(Your task): Among the entries that follow, find every line with the word "السلام" and copy it.

───

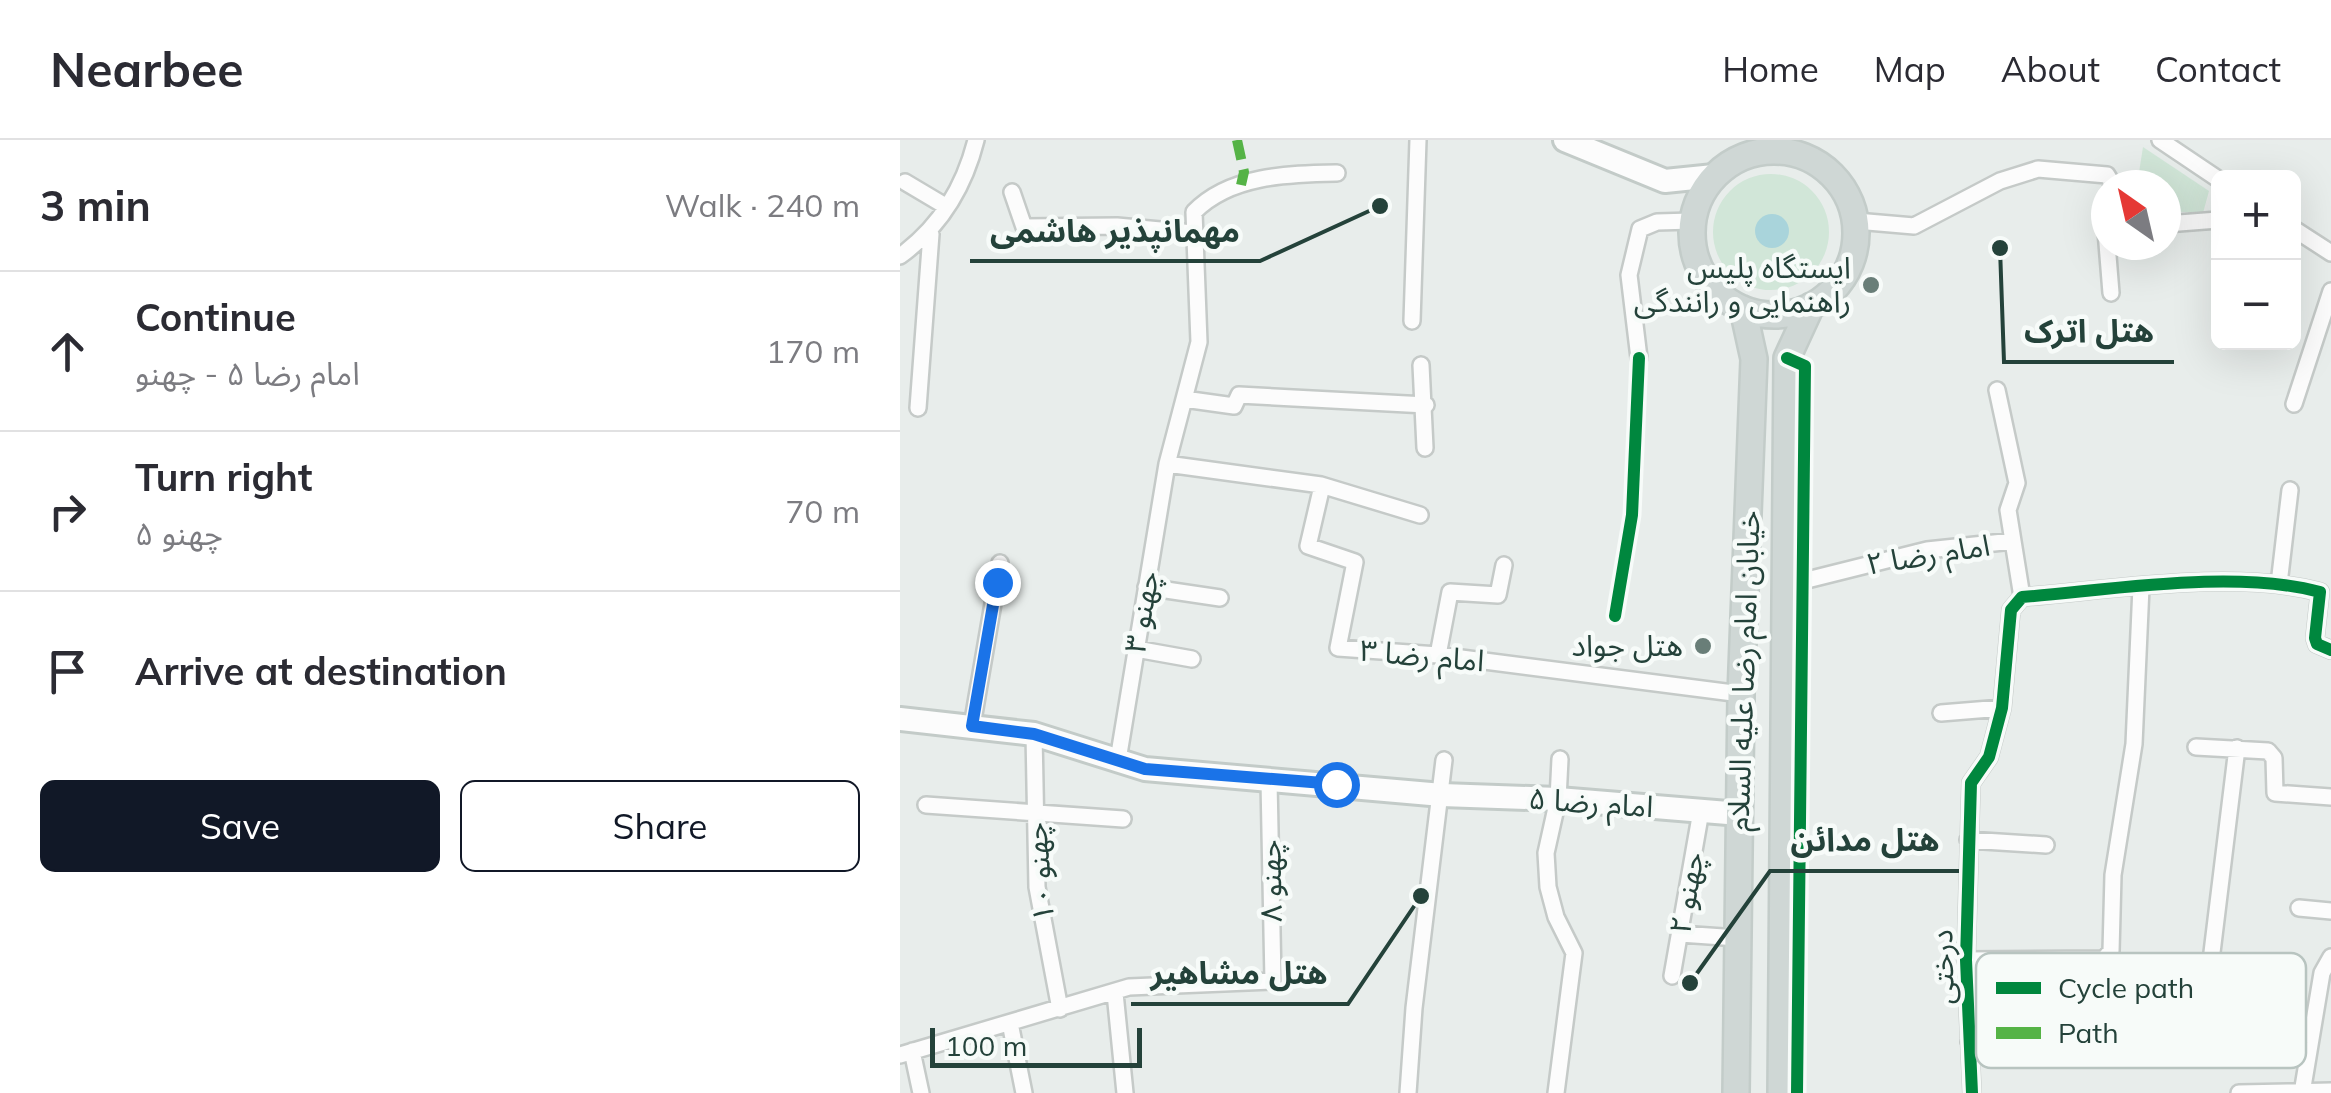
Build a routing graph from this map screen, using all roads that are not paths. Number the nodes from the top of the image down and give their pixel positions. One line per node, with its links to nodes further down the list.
1 (976, 140): 13 (street)
2 (1418, 140): 28 (street)
3 (1565, 140): 9 (street)
4 (2160, 140): 8 (street)
5 (1742, 149): 6 (main road); 9 (main road)
6 (1804, 149): 15 (main road)
7 (1337, 173): 18 (street)
8 (2211, 174)
9 (1714, 176): 14 (main road)
10 (2091, 177): 15 (street)
11 (905, 182): 13 (street)
12 (1012, 192): 18 (street)
13 (947, 207): 20 (street)
14 (1692, 221): 27 (main road); 29 (street)
15 (1856, 221): 26 (main road)
16 (2211, 221): 17 (street)
17 (2181, 223)
18 (1193, 233): 32 (street, چهنو ۳)
19 (2301, 233): 22 (street)
20 (931, 234): 21 (street); 35 (street)
21 (902, 252)
22 (2331, 253)
23 (2108, 260): 25 (street)
24 (2331, 291): 33 (street)
25 (2111, 293)
26 (1811, 306): 27 (main road); 44 (main road, خیابان امام رضا علیه السلام)
27 (1744, 310): 54 (main road, خیابان امام رضا علیه السلام)
28 (1412, 321)
29 (1639, 358)
30 (1421, 365): 34 (street)
31 (1997, 390): 41 (street)
32 (1184, 399): 34 (street); 37 (street, چهنو ۳)
33 (2294, 404)
34 (1426, 405): 36 (street)
35 (918, 408)
36 (1425, 448)
37 (1167, 464): 38 (street); 47 (street, چهنو ۳)
38 (1322, 486): 40 (street); 52 (street, امام رضا ۳)
39 (2290, 490): 45 (street)
40 (1420, 516)
41 (2013, 541): 44 (street, امام رضا ۲); 48 (street, امام رضا ۲)
42 (1000, 564): 58 (street)
43 (1504, 565): 52 (street)
44 (1788, 584): 103 (main road, خیابان امام رضا علیه السلام)
45 (2279, 584): 46 (street); 51 (street)
46 (2141, 587): 48 (street); 80 (street)
47 (1146, 588): 49 (street); 50 (street, چهنو ۳)
48 (2022, 597): 55 (street, درختی)
49 (1220, 598)
50 (1136, 649): 53 (street); 63 (street, چهنو ۳)
51 (2331, 650)
52 (1438, 655): 54 (street, امام رضا ۳)
53 (1192, 659)
54 (1741, 694): 71 (main road, خیابان امام رضا علیه السلام)
55 (2002, 708): 56 (street); 74 (street, درختی)
56 (1940, 713)
57 (900, 719): 58 (street, امام رضا ۵)
58 (972, 726): 59 (street, امام رضا ۵)
59 (1034, 734): 63 (street, امام رضا ۵); 72 (street, چهنو ۱۰)
60 (2196, 747): 61 (street)
61 (2238, 748): 67 (street); 81 (street)
62 (1560, 758): 68 (street)
63 (1118, 760): 65 (street, امام رضا ۵)
64 (1444, 760): 66 (street)
65 (1269, 781): 66 (street, امام رضا ۵); 86 (street, چهنو ۸)
66 (1442, 795): 68 (street, امام رضا ۵); 100 (street)
67 (2331, 797)
68 (1558, 799): 70 (street, امام رضا ۵); 101 (street)
69 (926, 805): 72 (street)
70 (1700, 811): 71 (street, امام رضا ۵); 78 (street, چهنو ۲)
71 (1740, 814): 79 (main road, خیابان امام رضا علیه السلام)
72 (1034, 815): 73 (street); 87 (street, چهنو ۱۰)
73 (1122, 820)
74 (1968, 840): 75 (street); 83 (street, درختی)
75 (2046, 845)
76 (2300, 908): 77 (street)
77 (2331, 911)
78 (1680, 934): 79 (street); 85 (street, چهنو ۲)
79 (1738, 938): 102 (main road, خیابان امام رضا علیه السلام)
80 (2110, 953)
81 (2212, 953)
82 (2331, 957): 90 (street)
83 (1966, 960): 84 (street); 92 (street, درختی)
84 (1976, 960)
85 (1672, 976)
86 (1115, 993): 87 (street); 99 (street)
87 (1060, 1009): 88 (street)
88 (1010, 1023): 93 (street); 98 (street)
89 (2306, 1035): 90 (street)
90 (2309, 1035): 94 (street)
91 (1976, 1041): 92 (street)
92 (1969, 1042): 104 (street, درختی)
93 (906, 1053): 97 (street)
94 (2306, 1059)
95 (2302, 1091): 96 (street); 105 (street)
96 (2331, 1091)
97 (921, 1093)
98 (1024, 1093)
99 (1124, 1093)
100 (1408, 1093)
101 (1556, 1093)
102 (1736, 1093)
103 (1782, 1093)
104 (1972, 1093)
105 (2239, 1093)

───

(Response to the exercise):
26 (1811, 306): 27 (main road); 44 (main road, خیابان امام رضا علیه السلام)
27 (1744, 310): 54 (main road, خیابان امام رضا علیه السلام)
44 (1788, 584): 103 (main road, خیابان امام رضا علیه السلام)
54 (1741, 694): 71 (main road, خیابان امام رضا علیه السلام)
71 (1740, 814): 79 (main road, خیابان امام رضا علیه السلام)
79 (1738, 938): 102 (main road, خیابان امام رضا علیه السلام)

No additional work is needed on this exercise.